HOW TO COMPLETE THIS TASK> Scan the records below and copy every line that contains the string "above".

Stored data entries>
--- START ---
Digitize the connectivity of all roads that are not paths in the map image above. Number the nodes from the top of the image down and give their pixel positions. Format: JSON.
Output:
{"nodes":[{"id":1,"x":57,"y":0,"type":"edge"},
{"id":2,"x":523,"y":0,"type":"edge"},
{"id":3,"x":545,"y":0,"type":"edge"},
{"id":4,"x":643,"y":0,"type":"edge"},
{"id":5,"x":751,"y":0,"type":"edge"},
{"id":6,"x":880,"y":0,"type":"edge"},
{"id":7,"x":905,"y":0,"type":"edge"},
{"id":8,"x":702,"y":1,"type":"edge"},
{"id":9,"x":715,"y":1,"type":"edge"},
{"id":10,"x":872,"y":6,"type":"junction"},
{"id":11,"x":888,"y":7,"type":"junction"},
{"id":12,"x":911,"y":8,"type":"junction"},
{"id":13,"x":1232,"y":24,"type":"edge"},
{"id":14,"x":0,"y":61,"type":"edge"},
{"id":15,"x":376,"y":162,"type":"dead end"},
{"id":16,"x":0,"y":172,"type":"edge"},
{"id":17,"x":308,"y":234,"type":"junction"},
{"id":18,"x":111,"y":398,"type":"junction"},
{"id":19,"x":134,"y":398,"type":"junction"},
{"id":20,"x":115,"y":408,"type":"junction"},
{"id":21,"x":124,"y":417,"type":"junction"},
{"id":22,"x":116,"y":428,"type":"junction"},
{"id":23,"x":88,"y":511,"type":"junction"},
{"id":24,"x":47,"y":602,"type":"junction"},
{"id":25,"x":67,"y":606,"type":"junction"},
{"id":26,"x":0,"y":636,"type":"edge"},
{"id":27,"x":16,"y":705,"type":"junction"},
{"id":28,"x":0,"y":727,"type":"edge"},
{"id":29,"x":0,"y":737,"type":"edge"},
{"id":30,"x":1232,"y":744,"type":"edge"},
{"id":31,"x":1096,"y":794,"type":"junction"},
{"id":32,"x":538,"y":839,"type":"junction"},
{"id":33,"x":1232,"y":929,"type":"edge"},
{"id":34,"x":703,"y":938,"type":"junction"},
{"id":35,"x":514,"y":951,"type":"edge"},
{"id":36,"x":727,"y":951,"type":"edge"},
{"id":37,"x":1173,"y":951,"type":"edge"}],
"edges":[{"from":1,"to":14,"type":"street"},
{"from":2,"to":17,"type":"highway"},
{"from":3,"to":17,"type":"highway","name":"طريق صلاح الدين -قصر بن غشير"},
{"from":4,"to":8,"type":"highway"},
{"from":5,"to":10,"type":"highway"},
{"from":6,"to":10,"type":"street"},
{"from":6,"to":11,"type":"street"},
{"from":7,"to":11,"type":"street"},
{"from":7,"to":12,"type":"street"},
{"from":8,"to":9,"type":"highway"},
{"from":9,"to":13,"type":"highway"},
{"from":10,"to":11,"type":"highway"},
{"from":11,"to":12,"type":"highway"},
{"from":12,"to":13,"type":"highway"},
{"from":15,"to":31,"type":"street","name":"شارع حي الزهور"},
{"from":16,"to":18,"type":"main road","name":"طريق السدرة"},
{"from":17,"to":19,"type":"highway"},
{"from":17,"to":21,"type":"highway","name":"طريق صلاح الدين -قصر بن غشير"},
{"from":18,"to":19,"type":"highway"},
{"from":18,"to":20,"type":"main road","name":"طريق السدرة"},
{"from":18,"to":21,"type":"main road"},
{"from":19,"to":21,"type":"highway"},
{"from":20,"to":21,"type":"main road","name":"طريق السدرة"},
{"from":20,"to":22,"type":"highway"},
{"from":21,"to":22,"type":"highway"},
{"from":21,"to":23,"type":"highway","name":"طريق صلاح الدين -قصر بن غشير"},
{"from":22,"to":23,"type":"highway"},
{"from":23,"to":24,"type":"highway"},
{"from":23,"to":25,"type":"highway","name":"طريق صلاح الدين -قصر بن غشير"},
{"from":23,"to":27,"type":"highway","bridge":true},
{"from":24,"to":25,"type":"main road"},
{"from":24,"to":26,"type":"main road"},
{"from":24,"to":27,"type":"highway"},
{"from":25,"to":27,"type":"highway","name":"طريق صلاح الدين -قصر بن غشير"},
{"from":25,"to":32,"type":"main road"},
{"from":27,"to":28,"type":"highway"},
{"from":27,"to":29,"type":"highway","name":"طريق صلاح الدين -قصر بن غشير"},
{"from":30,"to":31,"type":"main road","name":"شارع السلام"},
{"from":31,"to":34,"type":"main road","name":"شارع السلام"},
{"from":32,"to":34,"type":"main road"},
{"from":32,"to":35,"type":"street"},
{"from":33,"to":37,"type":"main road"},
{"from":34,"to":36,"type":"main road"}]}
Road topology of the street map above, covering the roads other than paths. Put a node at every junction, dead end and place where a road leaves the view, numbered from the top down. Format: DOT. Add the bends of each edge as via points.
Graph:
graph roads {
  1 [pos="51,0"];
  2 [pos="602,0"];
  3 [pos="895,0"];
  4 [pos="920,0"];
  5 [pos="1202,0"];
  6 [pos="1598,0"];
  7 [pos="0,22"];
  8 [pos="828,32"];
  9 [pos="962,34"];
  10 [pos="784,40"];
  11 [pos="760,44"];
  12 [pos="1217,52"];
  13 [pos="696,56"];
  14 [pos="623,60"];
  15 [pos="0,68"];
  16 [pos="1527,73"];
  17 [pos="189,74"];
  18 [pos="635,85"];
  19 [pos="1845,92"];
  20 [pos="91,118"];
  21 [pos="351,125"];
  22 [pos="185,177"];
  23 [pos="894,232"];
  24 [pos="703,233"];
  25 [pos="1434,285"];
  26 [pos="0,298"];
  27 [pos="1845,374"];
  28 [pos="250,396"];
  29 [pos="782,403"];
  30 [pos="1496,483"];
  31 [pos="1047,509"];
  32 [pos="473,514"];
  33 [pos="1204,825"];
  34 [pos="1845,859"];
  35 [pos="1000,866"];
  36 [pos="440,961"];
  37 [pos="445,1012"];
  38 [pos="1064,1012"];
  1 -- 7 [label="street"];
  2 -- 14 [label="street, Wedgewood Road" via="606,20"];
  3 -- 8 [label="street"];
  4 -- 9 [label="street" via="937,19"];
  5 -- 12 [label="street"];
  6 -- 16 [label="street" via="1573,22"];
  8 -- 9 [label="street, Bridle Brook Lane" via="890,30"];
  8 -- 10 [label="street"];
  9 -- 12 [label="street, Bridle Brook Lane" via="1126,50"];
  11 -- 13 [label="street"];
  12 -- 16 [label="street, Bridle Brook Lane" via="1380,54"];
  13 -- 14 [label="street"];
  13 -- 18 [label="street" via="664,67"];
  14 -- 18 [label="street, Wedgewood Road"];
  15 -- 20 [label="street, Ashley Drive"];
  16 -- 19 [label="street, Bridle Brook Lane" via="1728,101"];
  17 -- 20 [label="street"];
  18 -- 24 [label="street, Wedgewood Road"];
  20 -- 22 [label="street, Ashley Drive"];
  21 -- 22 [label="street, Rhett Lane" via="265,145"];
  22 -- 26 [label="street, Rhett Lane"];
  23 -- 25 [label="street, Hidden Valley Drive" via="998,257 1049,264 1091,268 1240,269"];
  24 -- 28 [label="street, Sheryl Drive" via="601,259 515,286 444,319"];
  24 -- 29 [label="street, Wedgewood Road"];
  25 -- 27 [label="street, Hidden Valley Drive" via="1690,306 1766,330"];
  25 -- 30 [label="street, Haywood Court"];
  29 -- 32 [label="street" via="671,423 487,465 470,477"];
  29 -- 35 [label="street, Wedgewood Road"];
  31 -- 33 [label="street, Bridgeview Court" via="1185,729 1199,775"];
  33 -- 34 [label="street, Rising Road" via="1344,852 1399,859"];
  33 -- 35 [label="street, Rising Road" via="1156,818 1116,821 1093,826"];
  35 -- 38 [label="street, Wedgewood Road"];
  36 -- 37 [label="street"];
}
--- END ---
EXERCISE ANSWER>
Digitize the connectivity of all roads that are not paths in the map image above. Number the nodes from the top of the image down and give their pixel positions. Format: JSON.
Road topology of the street map above, covering the roads other than paths. Put a node at every junction, dead end and place where a road leaves the view, numbered from the top down. Format: DOT. Add the bends of each edge as via points.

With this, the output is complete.